There was a crazed urgency to the sound which froze me to my core. I lay still, unable to do anything but listen to the racket. It bounced off every wall, as if it were coming at me from every direction at once, making it almost impossible for me to pinpoint the source.
It took me several seconds, but eventually I realised where the horrible scratching was coming from: the ceiling above my bed. The blood in my veins ran as cold as ice.
There was something in the attic.
And it was trying to claw its way through.
Chapter Two A FORGOTTEN FRIEND (#ulink_6cc87baf-1259-5a8f-873a-e2dbdc529a56)
Idon’t remember jumping off my bed but I must’ve done, because the next thing I knew I was standing in the middle of the room, listening to the scraping above me. Whatever was up there was ripping furiously at the attic floor, scratching and clawing its way through the wood.
Outside, the wind screeched and howled and hurled itself against the glass, as if it too was trying to force its way into my bedroom. The darkness seemed to close in. It wrapped around me like an icy shroud, squeezing the air from my lungs and making my heart thud faster and faster and faster.
My head went light and I felt the carpet turn to quicksand below me, sucking me down. I dropped to my knees, choking and struggling to breathe, as the world began to spin.
The sound of that scratching grew louder and louder until it was the only thing I could hear. I covered my ears, desperately trying to block it out, but still it grew louder until I was sure my head was going to explode with it.
With a faint clunk the room was filled with light, and the scratching came to an abrupt stop.
‘Nothing to worry about, just a fuse,’ I heard Mum shout. ‘You OK?’
I opened my mouth to answer, but barely a whimper came out. The carpet was rough against my cheek, and I realised I was lying curled up on the floor, my knees almost to my chest. My arms shook as I tried to push myself into a sitting position.
‘Kyle, what’s wrong?’ Mum asked, her voice urgent and panicked as she pushed open my door.
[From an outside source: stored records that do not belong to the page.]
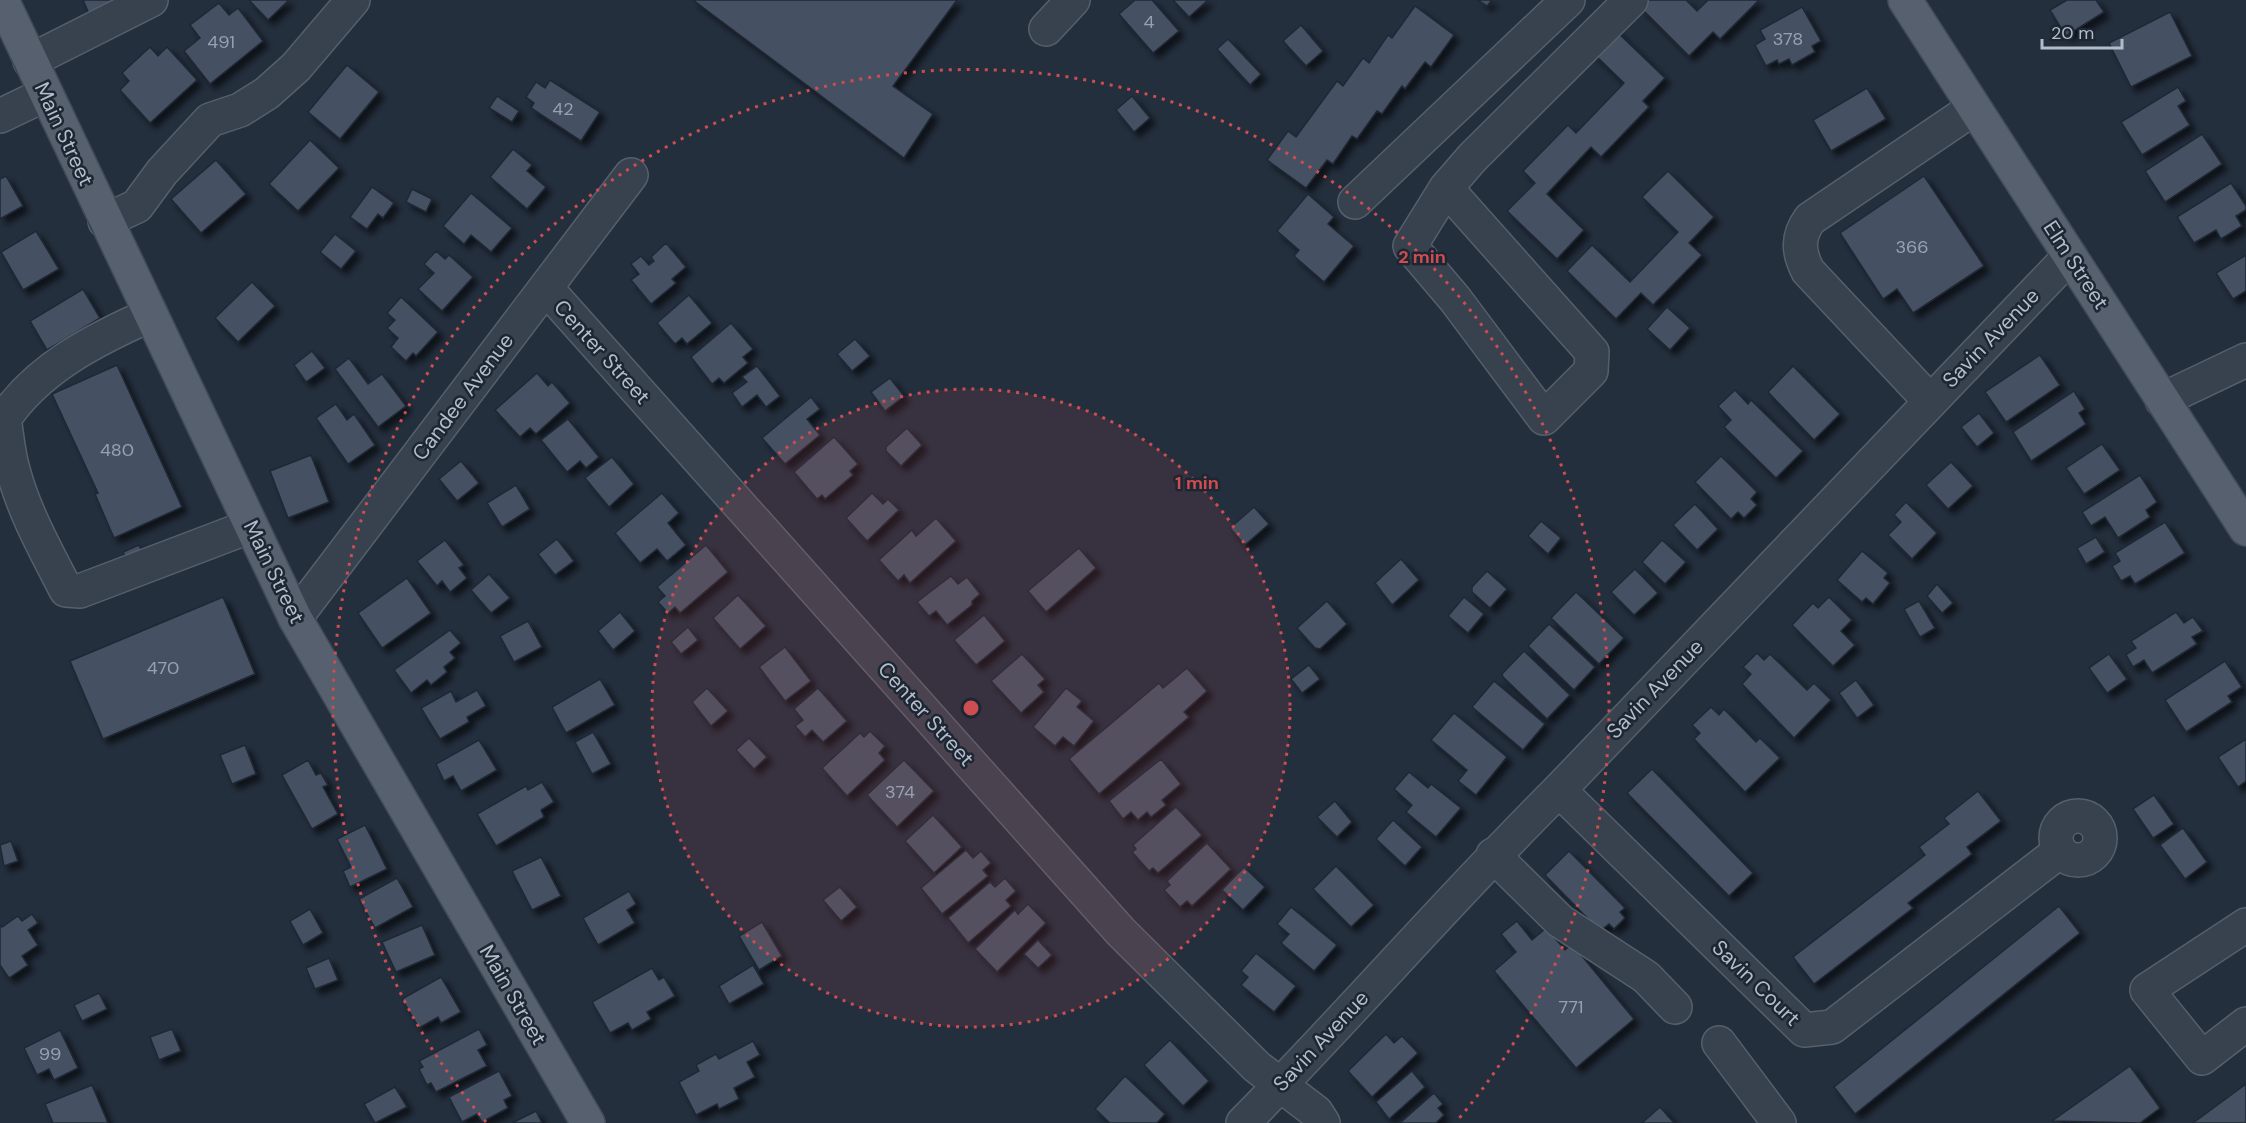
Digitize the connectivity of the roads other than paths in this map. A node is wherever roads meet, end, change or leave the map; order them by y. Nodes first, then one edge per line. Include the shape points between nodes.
1 (2, 0) edge
2 (151, 0) edge
3 (352, 0) edge
4 (1073, 0) edge
5 (1568, 0) edge
6 (1631, 0) edge
7 (1905, 0) edge
8 (1046, 29) dead end
9 (30, 61) junction
10 (46, 94) junction
11 (1974, 108) junction
12 (0, 116) edge
13 (632, 175) dead end
14 (1446, 188) junction
15 (1355, 202) dead end
16 (105, 221) junction
17 (2070, 256) junction
18 (546, 288) junction
19 (150, 315) junction
20 (2243, 368) edge
21 (2162, 400) junction
22 (1930, 401) junction
23 (251, 526) junction
24 (2246, 529) edge
25 (295, 618) junction
26 (1559, 790) junction
27 (2060, 851) dead end
28 (1493, 855) junction
29 (2246, 925) edge
30 (1675, 1007) dead end
31 (2242, 1036) edge
32 (1719, 1043) dead end
33 (1282, 1084) junction
34 (588, 1123) edge
35 (1243, 1123) edge
36 (1323, 1123) edge
37 (1779, 1123) edge

1 - 9 main road, Main Street
2 - 9 street
3 - 16 street via 296,67 274,87 240,110 210,120 137,206
4 - 8 street
5 - 15 street
6 - 14 street
7 - 11 main road, Elm Street
9 - 10 main road, Main Street
10 - 12 street
10 - 16 main road, Main Street
11 - 17 main road, Elm Street
11 - 22 street via 1810,219 1801,234 1799,248 1808,271
13 - 18 street, Candee Avenue
14 - 14 street via 1410,246 1544,418 1591,371 1592,352
16 - 19 main road, Main Street
17 - 21 main road, Elm Street
17 - 22 street, Savin Avenue
18 - 25 street, Candee Avenue
18 - 33 street, Center Street via 1120,932 1257,1067
19 - 23 main road, Main Street
19 - 23 street via 86,346 18,397 4,418 12,468 26,510 66,590 80,591
20 - 21 street
21 - 24 main road, Elm Street
22 - 26 street, Savin Avenue
23 - 25 main road, Main Street
25 - 34 main road, Main Street
26 - 27 street, Savin Court via 1804,1030 1832,1027
26 - 28 street, Savin Avenue
28 - 30 street via 1560,921 1646,977
28 - 33 street, Savin Avenue
29 - 31 street via 2147,990 2202,1058
32 - 37 street
33 - 35 street, Savin Avenue
33 - 36 street, Center Street via 1316,1112

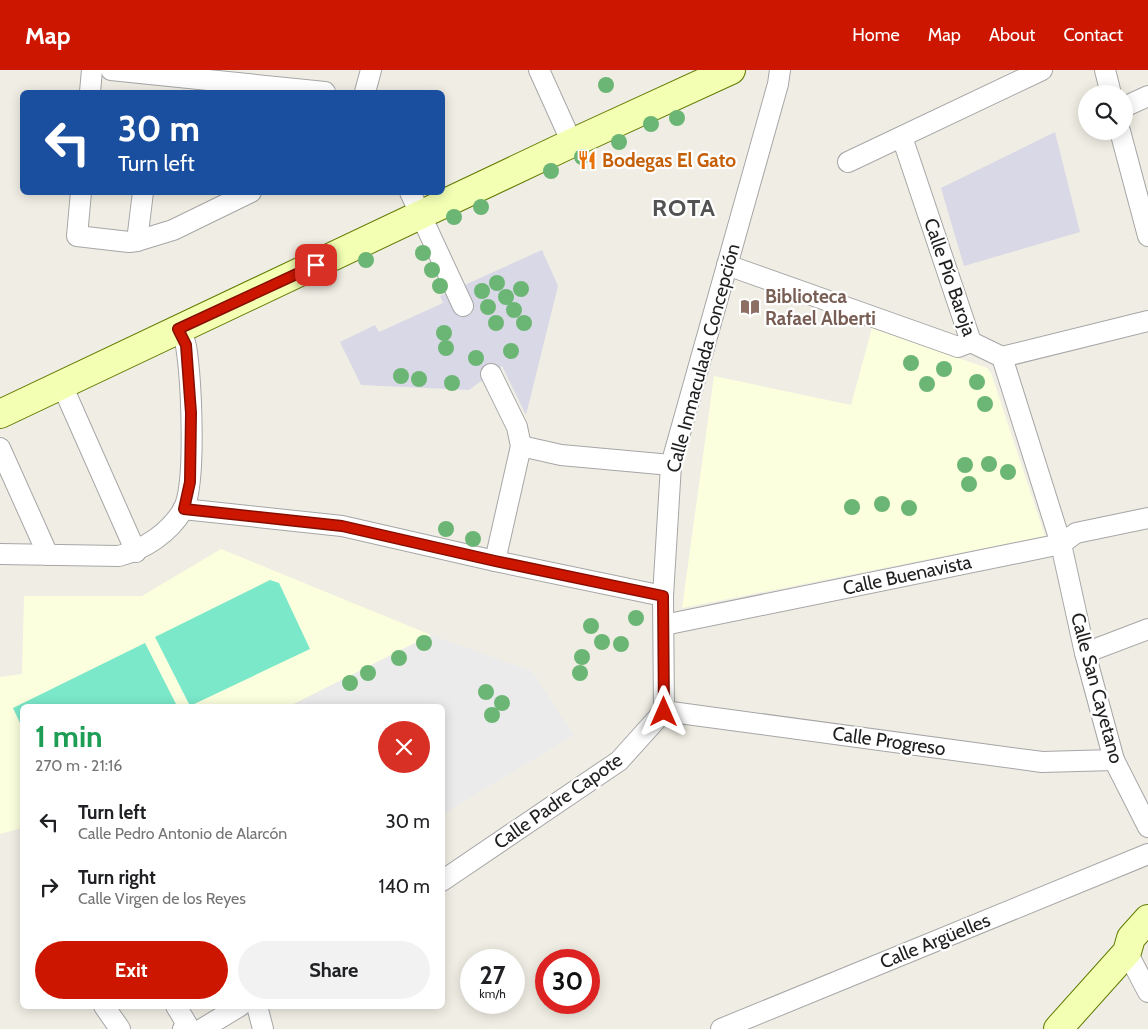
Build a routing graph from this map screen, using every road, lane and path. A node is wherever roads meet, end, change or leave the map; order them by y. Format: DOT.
graph roads {
  1 [pos="92,70"];
  2 [pos="111,70"];
  3 [pos="370,70"];
  4 [pos="538,70"];
  5 [pos="731,70"];
  6 [pos="780,70"];
  7 [pos="1042,70"];
  8 [pos="1105,70"];
  9 [pos="188,74"];
  10 [pos="156,84"];
  11 [pos="1109,85"];
  12 [pos="90,90"];
  13 [pos="310,90"];
  14 [pos="365,90"];
  15 [pos="1148,96"];
  16 [pos="1133,102"];
  17 [pos="902,137"];
  18 [pos="1123,140"];
  19 [pos="572,143"];
  20 [pos="848,162"];
  21 [pos="1142,188"];
  22 [pos="445,192"];
  23 [pos="80,195"];
  24 [pos="143,195"];
  25 [pos="245,195"];
  26 [pos="436,195"];
  27 [pos="415,203"];
  28 [pos="1148,236"];
  29 [pos="143,238"];
  30 [pos="727,265"];
  31 [pos="463,306"];
  32 [pos="1148,321"];
  33 [pos="178,329"];
  34 [pos="971,342"];
  35 [pos="1002,357"];
  36 [pos="491,374"];
  37 [pos="62,386"];
  38 [pos="0,414"];
  39 [pos="521,446"];
  40 [pos="0,448"];
  41 [pos="671,465"];
  42 [pos="184,509"];
  43 [pos="1148,518"];
  44 [pos="1061,544"];
  45 [pos="136,552"];
  46 [pos="0,554"];
  47 [pos="48,555"];
  48 [pos="495,561"];
  49 [pos="663,596"];
  50 [pos="664,625"];
  51 [pos="1148,629"];
  52 [pos="1086,653"];
  53 [pos="664,712"];
  54 [pos="1114,760"];
  55 [pos="1148,827"];
  56 [pos="1148,854"];
  57 [pos="445,879"];
  58 [pos="1148,919"];
  59 [pos="1137,946"];
  60 [pos="1148,992"];
  61 [pos="106,1009"];
  62 [pos="178,1009"];
  63 [pos="235,1009"];
  64 [pos="258,1009"];
  65 [pos="120,1029"];
  66 [pos="183,1029"];
  67 [pos="202,1029"];
  68 [pos="263,1029"];
  69 [pos="721,1029"];
  70 [pos="1058,1029"];
  1 -- 12 [label="street"];
  2 -- 10 [label="street"];
  3 -- 14 [label="street"];
  4 -- 19 [label="street"];
  5 -- 19 [label="street"];
  6 -- 30 [label="street, Calle Inmaculada Concepción"];
  7 -- 17 [label="street"];
  8 -- 11 [label="street"];
  9 -- 10 [label="street"];
  9 -- 13 [label="street"];
  15 -- 16 [label="street"];
  17 -- 20 [label="street"];
  17 -- 34 [label="street, Calle Pío Baroja"];
  18 -- 21 [label="street"];
  19 -- 22 [label="street"];
  21 -- 28 [label="street"];
  23 -- 29 [label="street"];
  24 -- 29 [label="street"];
  25 -- 29 [label="street"];
  26 -- 27 [label="street"];
  27 -- 31 [label="street"];
  27 -- 33 [label="street"];
  30 -- 34 [label="street"];
  30 -- 41 [label="street, Calle Inmaculada Concepción"];
  32 -- 35 [label="street"];
  33 -- 37 [label="street"];
  33 -- 42 [label="street"];
  34 -- 35 [label="street, Calle Pío Baroja"];
  35 -- 44 [label="street"];
  36 -- 39 [label="street"];
  37 -- 38 [label="street"];
  37 -- 45 [label="street"];
  39 -- 41 [label="street"];
  39 -- 48 [label="street"];
  40 -- 47 [label="street"];
  41 -- 49 [label="street, Calle Inmaculada Concepción"];
  42 -- 45 [label="street"];
  42 -- 48 [label="street"];
  43 -- 44 [label="street, Calle Buenavista"];
  44 -- 50 [label="street, Calle Buenavista"];
  44 -- 52 [label="street, Calle San Cayetano"];
  45 -- 47 [label="street"];
  46 -- 47 [label="street"];
  48 -- 49 [label="street"];
  49 -- 50 [label="street, Calle Inmaculada Concepción"];
  50 -- 53 [label="street, Calle Inmaculada Concepción"];
  51 -- 52 [label="street"];
  52 -- 54 [label="street, Calle San Cayetano"];
  53 -- 54 [label="street, Calle Progreso"];
  53 -- 57 [label="street, Calle Padre Capote"];
  54 -- 55 [label="street, Calle San Cayetano"];
  56 -- 69 [label="street, Calle Argüelles"];
  58 -- 59 [label="street"];
  59 -- 60 [label="street"];
  59 -- 70 [label="street"];
  61 -- 65 [label="street"];
  62 -- 66 [label="street"];
  63 -- 67 [label="street"];
  64 -- 68 [label="street"];
}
My head splitting with a ferocious ache, I turned and looked up at her. She knelt by my side and stroked my face with the back of her hand, wiping away tears I hadn’t even felt fall. ‘What happened?’ she asked, softly.
‘The attic,’ I managed to hiss. ‘I heard something in the attic. Scratching.’
Mum leaned back on her heels, her eyes and mouth – just for a moment – three little circles of surprise. She gave an almost invisible shake of her head and smiled.
‘It was just your mind playing tricks on you,’ she assured me.
‘What? No it wasn’t!’ I insisted, annoyed that she’d think I’d let my imagination run away with me like that. ‘I heard something scratching up there!’
‘You know what I think?’ she smiled. ‘I think you got a scare when the lights went out and maybe had a little panic attack.’